Parker's platoon brought them to just under a dozen Jackals in total, plus a handful of lightly armed command mechs like his own. The company's nominal strength was forty vehicles; Arnie listened with a blank expression to his commander's request for a situation report. "Dakota, this is Apache 6 actual. As of 1400 romeo Apache's situation is as follows. Company is holding position, grid quebec golf 232, 422. We have successfully secured hill 273 and re-established a defensive line three hundred meters to the north-east. I have two understrength platoons with a total of eleven Jackals in fighting condition. Ammunition supplies are serious but not critical. Over."

"Dakota. What's your combat effectiveness, Apache 6? Over."

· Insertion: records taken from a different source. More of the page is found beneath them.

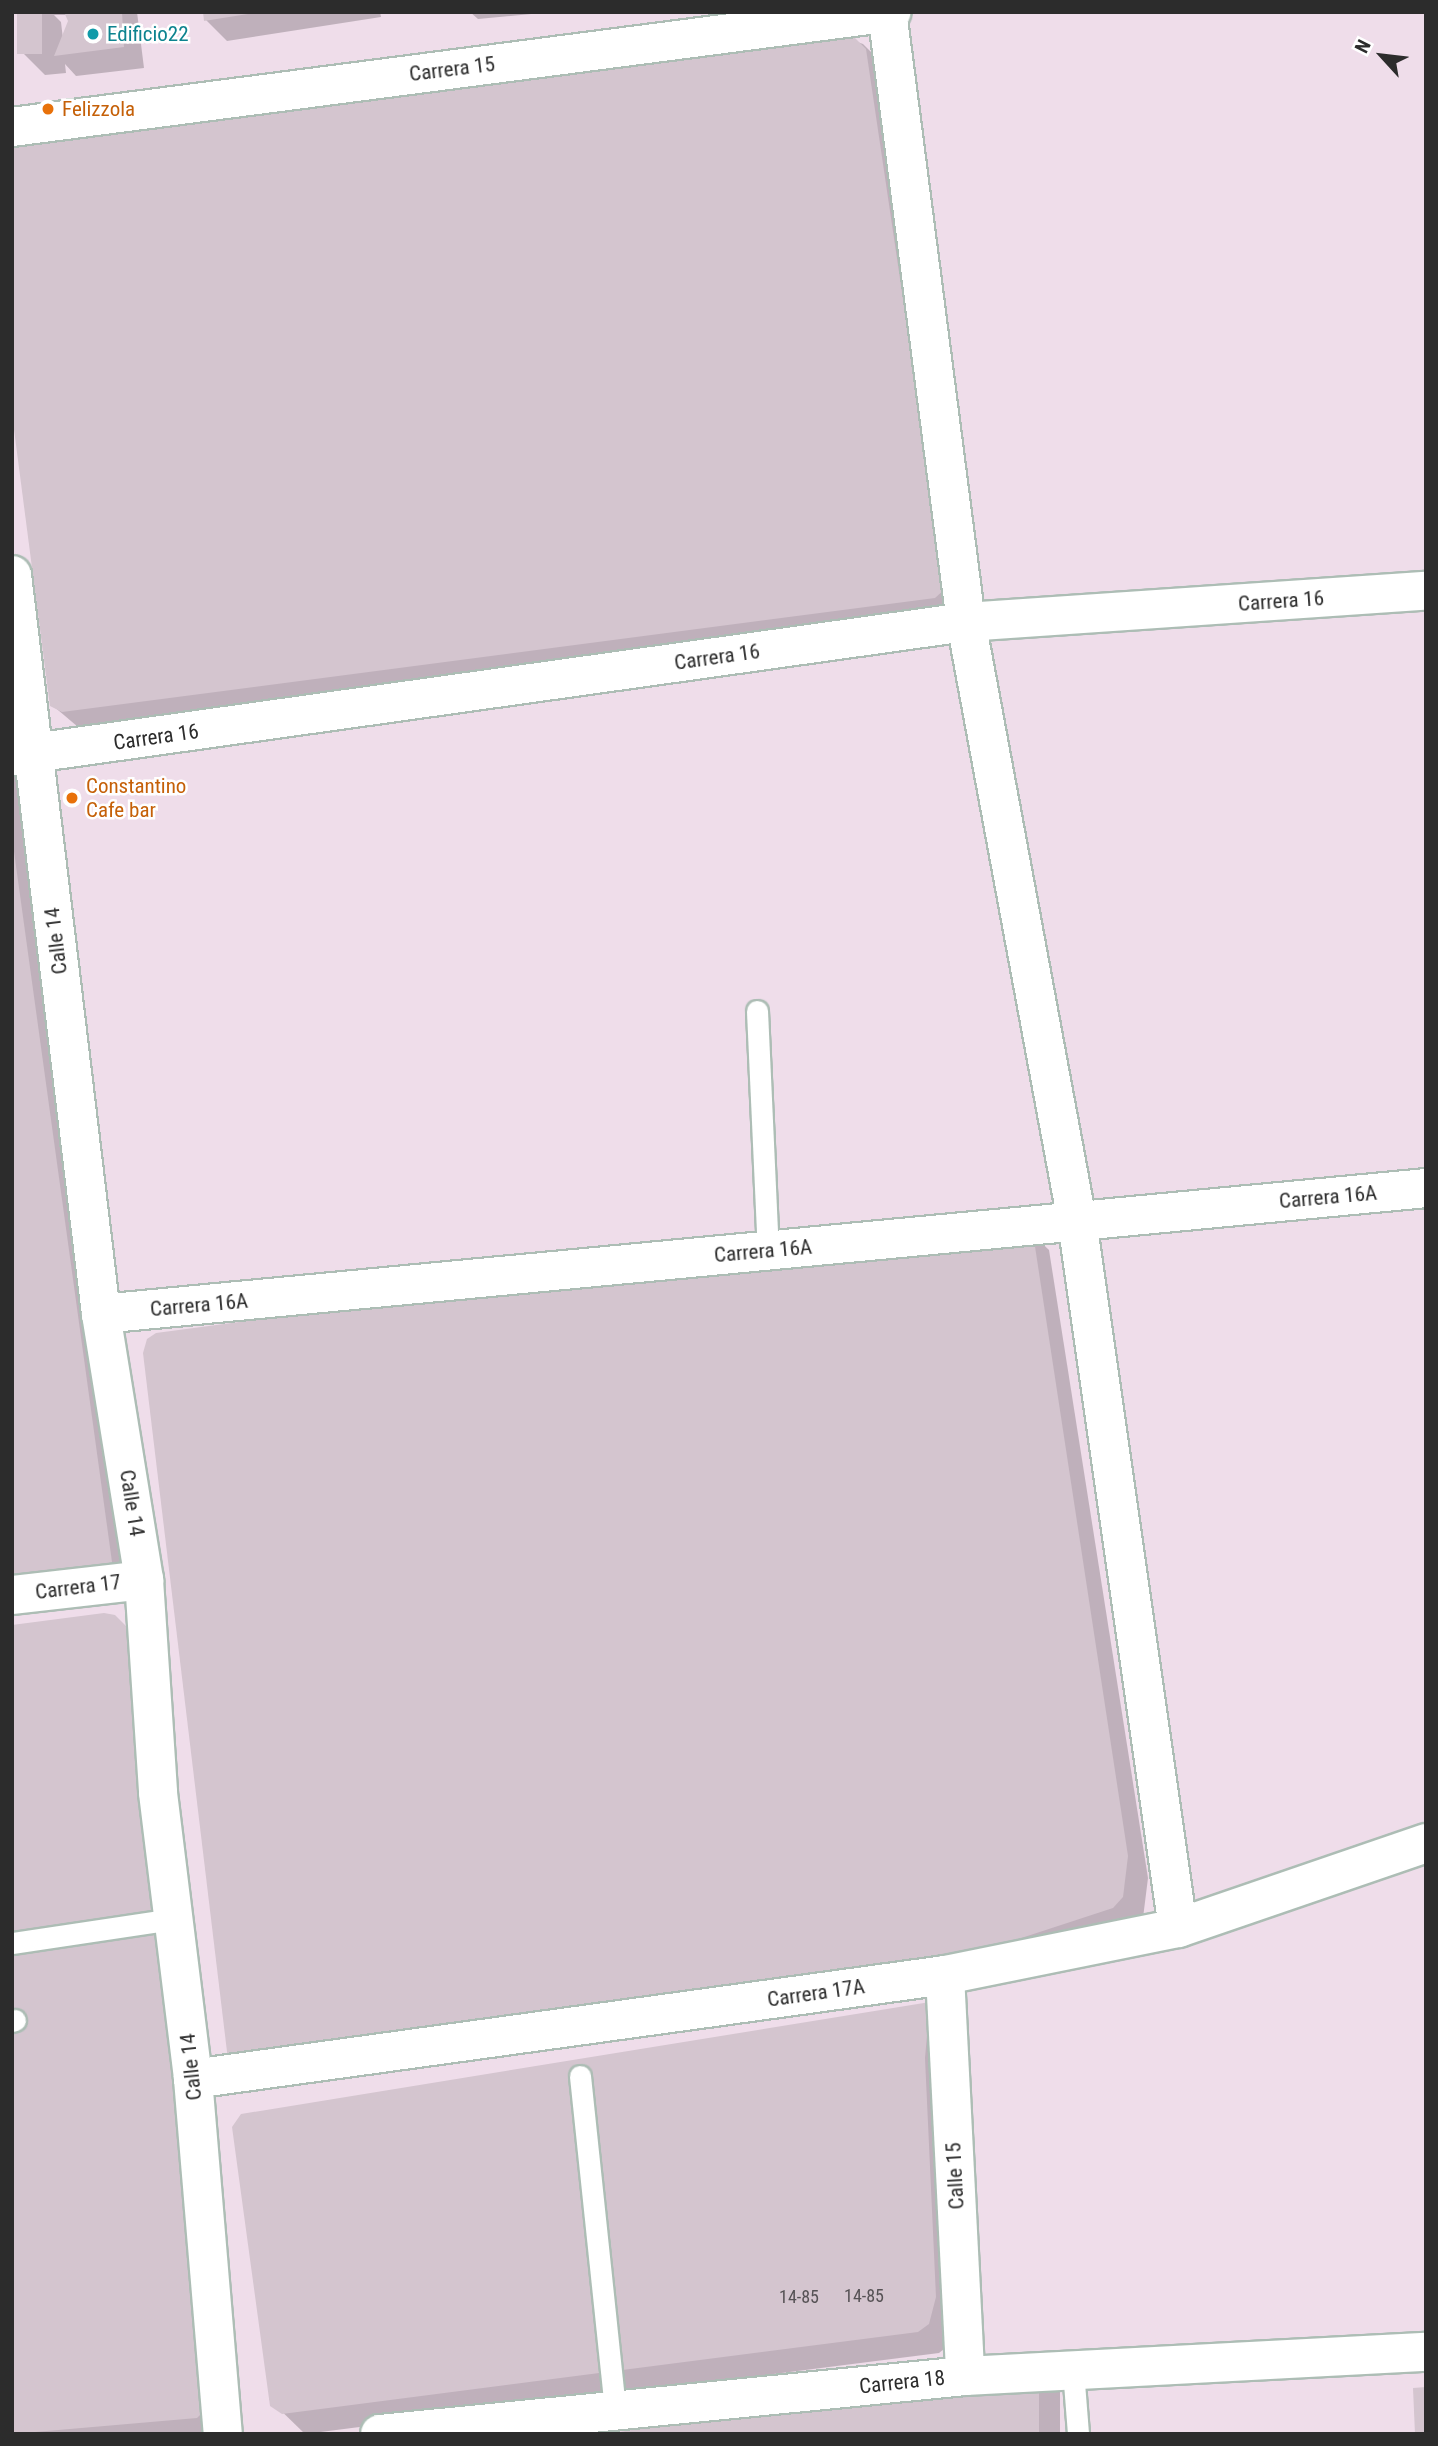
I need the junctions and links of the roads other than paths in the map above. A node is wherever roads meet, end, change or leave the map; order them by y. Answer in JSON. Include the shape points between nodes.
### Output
{"nodes":[{"id":1,"x":889,"y":12,"type":"edge"},
{"id":2,"x":12,"y":127,"type":"edge"},
{"id":3,"x":12,"y":575,"type":"edge"},
{"id":4,"x":1426,"y":591,"type":"edge"},
{"id":5,"x":966,"y":622,"type":"junction"},
{"id":6,"x":23,"y":755,"type":"edge"},
{"id":7,"x":757,"y":1011,"type":"dead end"},
{"id":8,"x":1426,"y":1188,"type":"edge"},
{"id":9,"x":1077,"y":1221,"type":"junction"},
{"id":10,"x":768,"y":1251,"type":"junction"},
{"id":11,"x":101,"y":1314,"type":"junction"},
{"id":12,"x":144,"y":1580,"type":"junction"},
{"id":13,"x":12,"y":1595,"type":"edge"},
{"id":14,"x":1426,"y":1843,"type":"edge"},
{"id":15,"x":173,"y":1919,"type":"junction"},
{"id":16,"x":1178,"y":1928,"type":"junction"},
{"id":17,"x":12,"y":1943,"type":"edge"},
{"id":18,"x":945,"y":1975,"type":"junction"},
{"id":19,"x":580,"y":2076,"type":"dead end"},
{"id":20,"x":193,"y":2079,"type":"junction"},
{"id":21,"x":1426,"y":2352,"type":"edge"},
{"id":22,"x":1073,"y":2370,"type":"junction"},
{"id":23,"x":965,"y":2376,"type":"junction"},
{"id":24,"x":615,"y":2411,"type":"junction"},
{"id":25,"x":223,"y":2434,"type":"edge"},
{"id":26,"x":380,"y":2434,"type":"edge"},
{"id":27,"x":1078,"y":2434,"type":"edge"}],
"edges":[{"from":1,"to":2,"type":"street","name":"Carrera 15"},
{"from":1,"to":5,"type":"street"},
{"from":3,"to":6,"type":"street","name":"Calle 14"},
{"from":4,"to":5,"type":"street","name":"Carrera 16"},
{"from":5,"to":6,"type":"street","name":"Carrera 16"},
{"from":5,"to":9,"type":"street"},
{"from":6,"to":11,"type":"street","name":"Calle 14"},
{"from":7,"to":10,"type":"lane"},
{"from":8,"to":9,"type":"street","name":"Carrera 16A"},
{"from":9,"to":10,"type":"street","name":"Carrera 16A"},
{"from":9,"to":16,"type":"street"},
{"from":10,"to":11,"type":"street","name":"Carrera 16A"},
{"from":11,"to":12,"type":"street","name":"Calle 14"},
{"from":12,"to":13,"type":"street","name":"Carrera 17"},
{"from":12,"to":15,"type":"street","name":"Calle 14","via":[[158,1793]]},
{"from":14,"to":16,"type":"street","name":"Carrera 17A"},
{"from":15,"to":17,"type":"lane"},
{"from":15,"to":20,"type":"street","name":"Calle 14"},
{"from":16,"to":18,"type":"street","name":"Carrera 17A"},
{"from":18,"to":20,"type":"street","name":"Carrera 17A"},
{"from":18,"to":23,"type":"street","name":"Calle 15"},
{"from":19,"to":24,"type":"lane"},
{"from":20,"to":25,"type":"street","name":"Calle 14"},
{"from":21,"to":22,"type":"street","name":"Carrera 18"},
{"from":22,"to":23,"type":"street","name":"Carrera 18"},
{"from":22,"to":27,"type":"lane"},
{"from":23,"to":24,"type":"street","name":"Carrera 18"},
{"from":24,"to":26,"type":"street","name":"Carrera 18"}]}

Had he been unclear? He shook his head, and quickly paged through the information he had available. "Apache 6. Dakota, as I said, I have eleven operational mechs in good condition, plus a few more with degraded capability. I can commit two platoons, but not without abandoning my support section and my wounded. Over."

"Dakota. Wait, out."

Academically, Captain Tindall could appreciate that the lieutenant colonel was in no better a situation than he was. He could imagine the calculus she was facing: to carry the breakthrough they had managed, Moulden needed as many units as possible, and that meant his. This did not make it substantially more bearable — but he understood.

He wondered if anyone had told her of the broader strategic plan. What had he been told? The training op was a diversion. Which part? All of it? CODA must've known that the Kingdom was planning an attack — after all, if they waited until the massive Aegis batteries were delivered, the corporate zones would be virtually impregnable. So they had figured out when the attack was coming, planned one of their own, and...

And what? Committed the remaining base defenders to a training operation that left them exhausted and out of ammunition? Maybe that was playing into the Kingdom's expectations. They would've seen indications of the exercises; been reassured... in any case all Colonels Moulden and Weathers needed to do was to hold out long enough for General Mosely to accomplish her own mission.

Now, though, Dakota was quiet. They would still want his men; Tindall was getting ready to divide the units he had left into two groups when a bright red bar painted itself over its holographic map. 

'061425R 13/84 TO: ALL UNITS. CEASE FIRE.'

"Dakota, this is Apache 6. Can you authenticate the order to stand down? Over."

Lieutenant Colonel Moulden, whose voice came on the radio next, did not answer him specifically. "All units, this is Dakota actual. Cease fire immediately. I say again: cease fire, and do not re-engage."